There are rooms so packed with paintings that you can barely appreciate due to the lack of breath between them, yet even this gives you a different experience, ironically of freshness. We are so used to super curated spaces that this saturation triggers a distinct response. From a curatorial view is very interesting, and in an archival sense I would assume challenging in terms of making your archive cohesive through time to keep the collection going and to contextualize it for the audience.

Interesting facts of the museum are: On March 18th 1990, a pair of thieves disguised a police officers stole 13 works of art. This remains to be the biggest unsolved art theft in world history. Also, in her will she stated that everything must remain as is and that nothing can be acquired or sold form the collection.

If your name is Isabella or if it is your birthday, entrance is Free!

On a same note, I also visited the Institute of Contemporary Art that currently has a Mark Dion exhibition that is pretty awesome.

This is how the exhibition is described in the ICA website: “Mark Dion: Misadventures of a 21st-Century Naturalist, the artist’s first U.S. survey, examines 30 years of his pioneering inquiries into how we collect, interpret, and display nature. Since the early 1990s, Mark Dion (b. 1961, New Bedford, MA) has forged a unique, interdisciplinary practice by exploring and appropriating scientific methodologies. Often with an edge of irony, humor, and improvisation, Dion deconstructs both scientific and museum-based rituals of collecting and exhibiting objects by critically adopting them into his artistic practice.”

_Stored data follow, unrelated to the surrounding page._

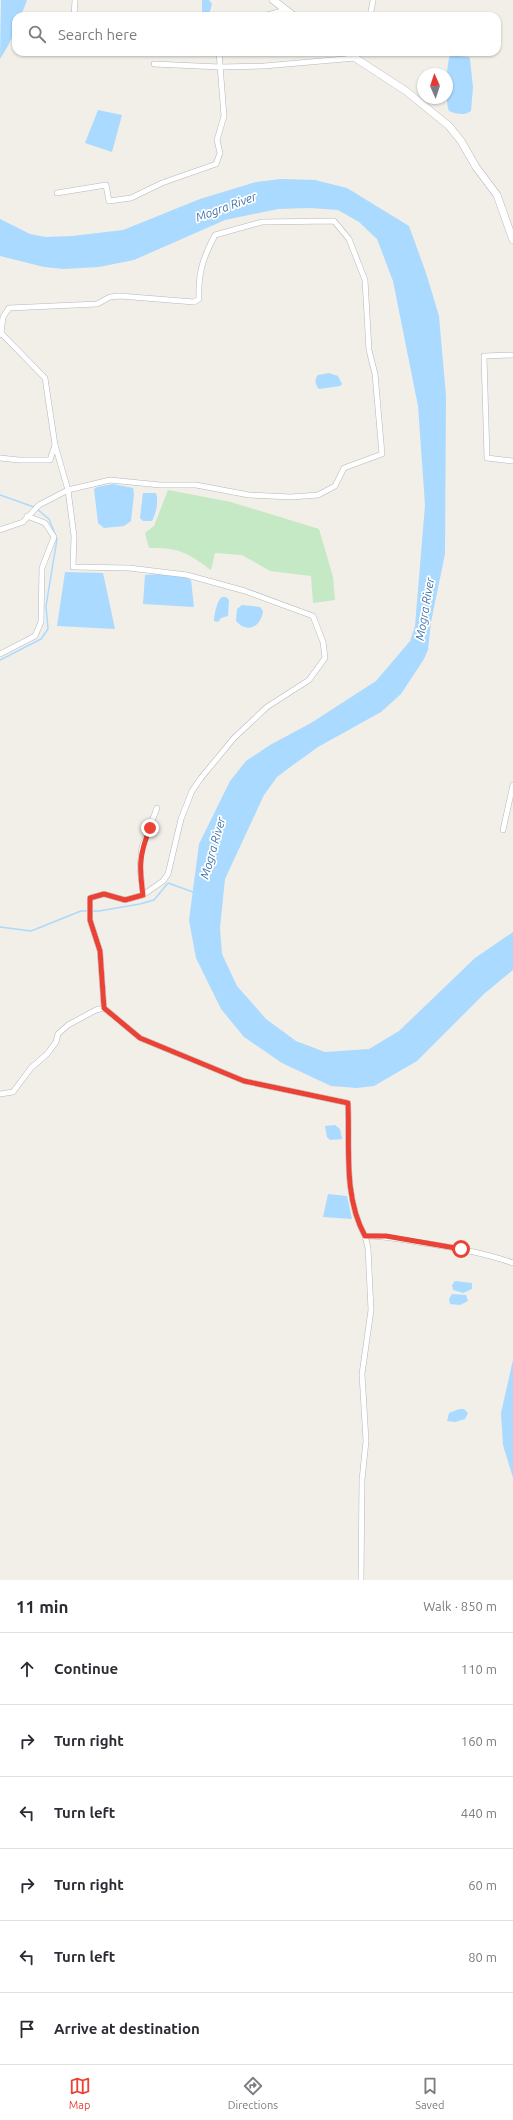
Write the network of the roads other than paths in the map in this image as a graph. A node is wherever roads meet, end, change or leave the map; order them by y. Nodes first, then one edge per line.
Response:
1 (75, 0) edge
2 (273, 0) edge
3 (373, 1) dead end
4 (286, 10) junction
5 (74, 12) edge
6 (278, 12) edge
7 (289, 12) edge
8 (371, 12) edge
9 (219, 56) edge
10 (348, 56) edge
11 (357, 56) edge
12 (154, 64) dead end
13 (220, 67) junction
14 (57, 193) dead end
15 (513, 240) edge
16 (1, 334) edge
17 (513, 355) edge
18 (55, 445) junction
19 (0, 458) edge
20 (513, 461) edge
21 (68, 490) junction
22 (27, 516) junction
23 (0, 530) edge
24 (0, 654) edge
25 (513, 785) edge
26 (157, 808) dead end
27 (503, 830) dead end
28 (143, 895) junction
29 (104, 1008) junction
30 (0, 1094) edge
31 (365, 1236) junction
32 (513, 1263) edge
33 (361, 1580) edge

1 - 5 street
2 - 4 street
3 - 8 street
4 - 6 street
4 - 7 street
9 - 13 street
10 - 13 street
11 - 15 street
12 - 13 street
13 - 14 street
16 - 18 street
16 - 21 street
17 - 20 street
18 - 19 street
18 - 21 street
21 - 22 street
21 - 28 street
22 - 23 street
22 - 24 street
25 - 27 street
26 - 28 street
28 - 29 street
29 - 30 street
29 - 31 street
31 - 32 street
31 - 33 street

All the pieces were so interactive and just fun and interesting. You can open the cabinet’s drawers and walk through the space as if t were your own. Hope some of you can go and experience it!

One Reply

  • Oh, man — this place sounds awesome! I can’t believe I’ve never been there! And Mark Dion’s among my favorites; I’ll have to check out his show at the ICA, too! Thanks so much for sharing this, Alyssa!